No livro, ataca a cumplicidade dos russos com o regime.
"Todos os professores e engenheiros se tornaram sabotadores -e eles [a população russa]
acreditam nisso?... Todos os
membros da velha guarda de
Lênin se tornaram vis renegados -E eles acreditam nisso?"
A era stalinista, disse Soljenitsin referindo-se a um poema
do Alexander Puchkin, "forçou
os cidadãos soviéticos a escolher entre três papéis: de tirano, de traidor, de prisioneiro".

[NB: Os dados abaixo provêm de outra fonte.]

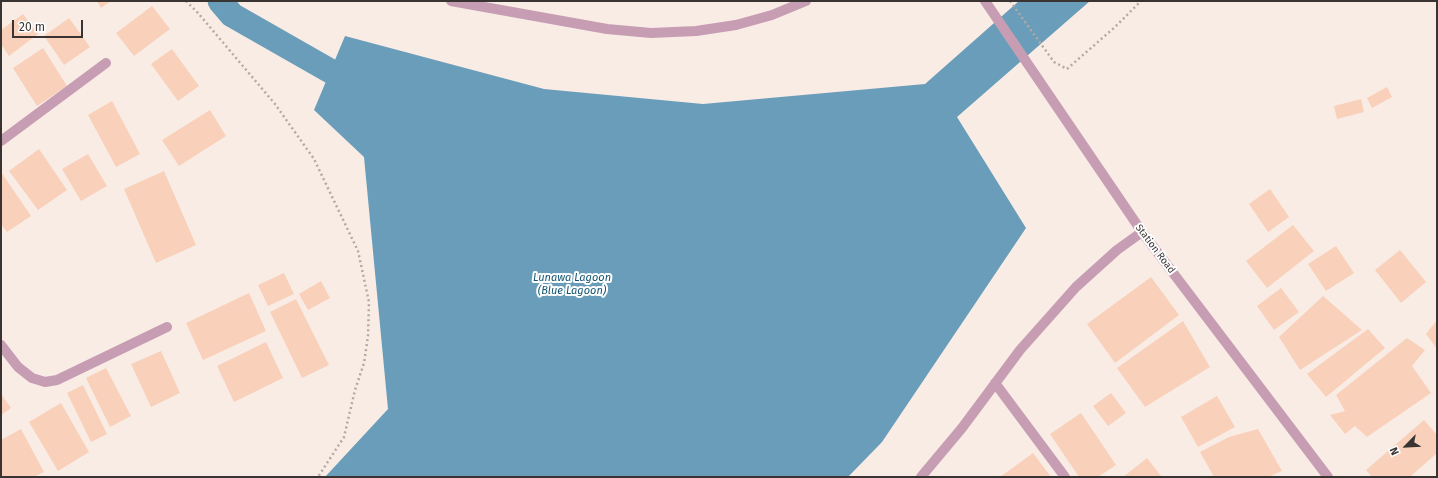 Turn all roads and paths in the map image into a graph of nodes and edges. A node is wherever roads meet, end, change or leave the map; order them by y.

Depois da morte do egípcio
Naguib Mahfuz, em 2006, Soljenitsin era o mais velho Nobel
de Literatura vivo. No texto que
escreveu para a entrega do prêmio -a que não pôde comparecer- disse que os homens comuns não podem ser coniventes com a mentira, mas "os escritores e artistas têm a obrigação de derrotá-la".

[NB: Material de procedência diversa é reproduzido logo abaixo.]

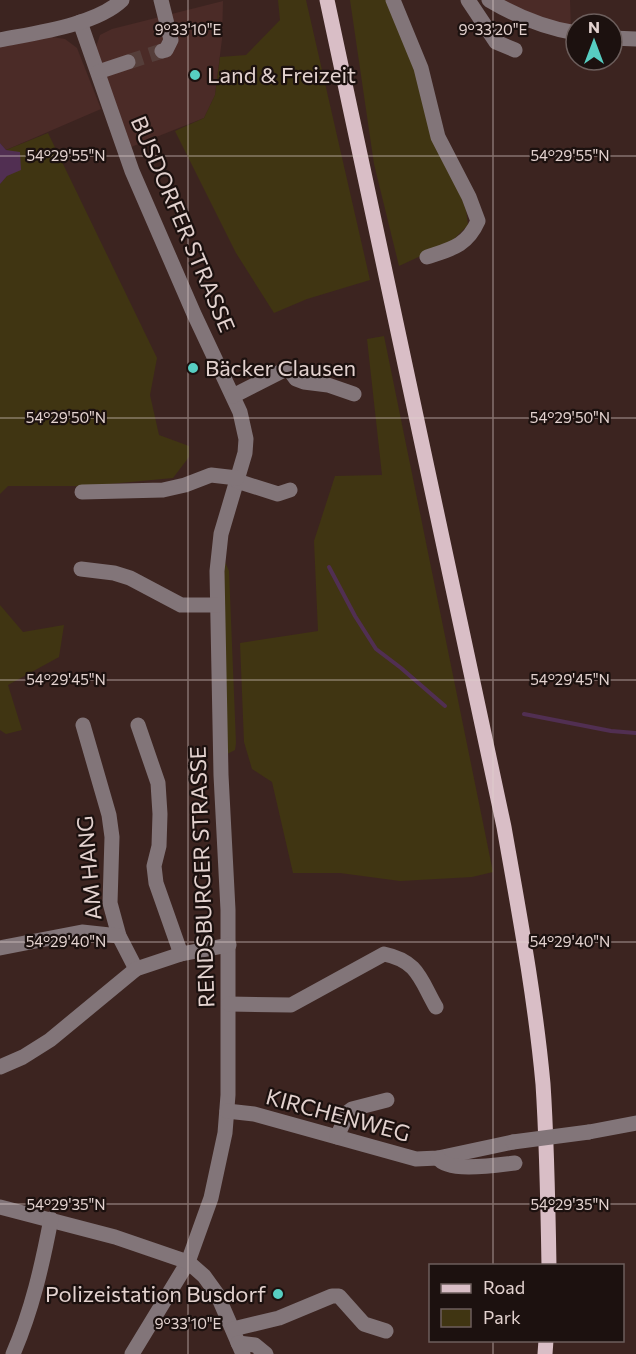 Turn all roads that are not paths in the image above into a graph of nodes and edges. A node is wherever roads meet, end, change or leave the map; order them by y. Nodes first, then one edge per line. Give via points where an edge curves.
1 (122, 0) edge
2 (161, 0) edge
3 (327, 0) edge
4 (393, 0) edge
5 (468, 0) edge
6 (489, 0) edge
7 (80, 22) junction
8 (564, 31) edge
9 (0, 40) edge
10 (515, 50) dead end
11 (162, 51) dead end
12 (128, 62) tunnel mouth
13 (98, 72) junction
14 (427, 257) dead end
15 (230, 390) junction
16 (354, 394) dead end
17 (237, 480) junction
18 (290, 490) dead end
19 (82, 492) dead end
20 (81, 570) dead end
21 (217, 605) junction
22 (83, 725) dead end
23 (138, 725) dead end
24 (119, 936) junction
25 (228, 945) junction
26 (0, 948) edge
27 (180, 954) junction
28 (136, 969) junction
29 (229, 1004) junction
30 (436, 1007) dead end
31 (0, 1067) edge
32 (387, 1100) dead end
33 (227, 1111) junction
34 (636, 1123) edge
35 (337, 1137) junction
36 (438, 1158) junction
37 (515, 1163) dead end
38 (0, 1207) edge
39 (51, 1219) junction
40 (188, 1262) junction
41 (549, 1264) edge
42 (386, 1331) dead end
43 (238, 1342) edge
44 (13, 1354) edge
45 (132, 1354) edge
46 (266, 1354) edge

1 - 7 street via 100,15
2 - 11 street via 171,40
3 - 41 main road via 504,827 528,963 543,1083
4 - 14 street via 422,68 438,137 478,221 472,234 459,246
5 - 10 street via 496,42
6 - 8 street via 514,15
7 - 9 street
7 - 13 street, BUSDORFER STRASSE
12 - 13 street
13 - 15 street, BUSDORFER STRASSE via 132,171
15 - 16 street via 288,368 304,382
15 - 17 street, RENDSBURGER STRASSE via 246,439
17 - 18 street via 278,494
17 - 19 street via 211,475 163,490
17 - 21 street, RENDSBURGER STRASSE via 218,551
20 - 21 street via 130,578 181,605
21 - 25 street, RENDSBURGER STRASSE
22 - 24 street, AM HANG via 109,815 110,903
23 - 27 street via 158,783 156,884
24 - 26 street via 82,932
24 - 28 street, AM HANG
25 - 27 street
25 - 29 street, RENDSBURGER STRASSE
27 - 28 street
28 - 31 street via 50,1040
29 - 30 street via 291,1005 384,954 412,965
29 - 33 street, RENDSBURGER STRASSE
32 - 35 street via 352,1108
33 - 35 street, KIRCHENWEG via 254,1114
33 - 40 street, RENDSBURGER STRASSE via 217,1177
34 - 36 street, KIRCHENWEG, bridge
35 - 36 street, KIRCHENWEG via 416,1159
36 - 37 street, KIRCHENWEG via 448,1166
38 - 39 street
39 - 40 street
39 - 44 street via 39,1277
40 - 43 street via 217,1294
40 - 45 street, RENDSBURGER STRASSE
42 - 43 street via 364,1324 339,1296 332,1296 279,1318
43 - 46 street via 255,1346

Desde a volta do exílio, o escritor vivia semi-recluso nos
arredores de Moscou. Atacava
sistematicamente o materialismo, o secularismo, os EUA e a
Otan, a aliança militar ocidental, por terem, dizia, "cercado"
a Rússia pós-soviética na tentativa de asfixiar sua soberania.
Seu último livro, "Duzentos
Anos Juntos", de 2001, trata
das relações judaico-russas e
foi acusado por alguns críticos
de ser anti-semita. Ele negou,
dizendo entender "as sutilezas,
a sensibilidade e o bom coração
do caráter judeu".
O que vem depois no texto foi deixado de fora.